▸ Problem: Without leaving out a single line, restate the entries below exactly.

Records from a dataset:

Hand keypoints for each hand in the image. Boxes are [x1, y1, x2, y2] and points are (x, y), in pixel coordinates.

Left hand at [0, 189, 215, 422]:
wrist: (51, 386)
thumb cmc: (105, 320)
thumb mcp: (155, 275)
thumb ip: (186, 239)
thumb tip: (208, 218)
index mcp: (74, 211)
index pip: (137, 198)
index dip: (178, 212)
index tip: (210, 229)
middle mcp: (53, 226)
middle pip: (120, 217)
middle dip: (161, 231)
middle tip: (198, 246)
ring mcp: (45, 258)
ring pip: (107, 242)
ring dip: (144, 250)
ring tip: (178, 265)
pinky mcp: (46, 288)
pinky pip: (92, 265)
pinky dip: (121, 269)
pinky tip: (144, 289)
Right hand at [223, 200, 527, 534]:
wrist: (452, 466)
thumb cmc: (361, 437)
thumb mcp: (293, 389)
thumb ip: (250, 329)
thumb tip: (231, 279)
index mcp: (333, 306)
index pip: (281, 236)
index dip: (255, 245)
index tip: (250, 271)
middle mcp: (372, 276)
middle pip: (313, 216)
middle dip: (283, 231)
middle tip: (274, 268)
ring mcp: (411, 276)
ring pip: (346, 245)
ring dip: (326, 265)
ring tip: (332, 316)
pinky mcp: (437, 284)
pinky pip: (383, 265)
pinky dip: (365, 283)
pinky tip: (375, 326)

▸ Answer box:
Hand keypoints for each hand in the image. Boxes are [x1, y1, x2, y2] and points are (x, y), in pixel coordinates.

Left hand at [0, 189, 215, 422]:
wrist: (51, 386)
thumb cmc: (105, 320)
thumb mcp: (155, 275)
thumb ip: (186, 239)
thumb tip: (208, 218)
index mcp: (74, 211)
index pip: (137, 198)
index dip: (178, 212)
index tip: (210, 229)
middle mcp: (53, 226)
middle pip: (120, 217)
middle dip: (161, 231)
middle tip: (198, 246)
ring mcp: (45, 258)
ring pip: (107, 242)
ring dip: (144, 250)
ring tip: (178, 265)
pinky mcp: (46, 288)
pinky pip: (92, 265)
pinky dip: (121, 269)
pinky tip: (144, 289)
Right hand at [223, 200, 527, 534]:
wrist: (452, 466)
thumb cmc: (361, 437)
thumb mcp: (293, 389)
thumb ip: (250, 329)
thumb tip: (231, 279)
index mcp: (333, 306)
index pip: (281, 236)
index dip: (255, 245)
index tip: (250, 271)
middle mcp: (372, 276)
middle pip: (313, 216)
middle dip: (283, 231)
middle tip: (274, 268)
ring mcp: (411, 276)
ring pip: (346, 245)
ring dip: (326, 265)
ring tip: (332, 316)
pinky mcp: (437, 284)
pinky pip: (383, 265)
pinky dip: (365, 283)
pinky tip: (375, 326)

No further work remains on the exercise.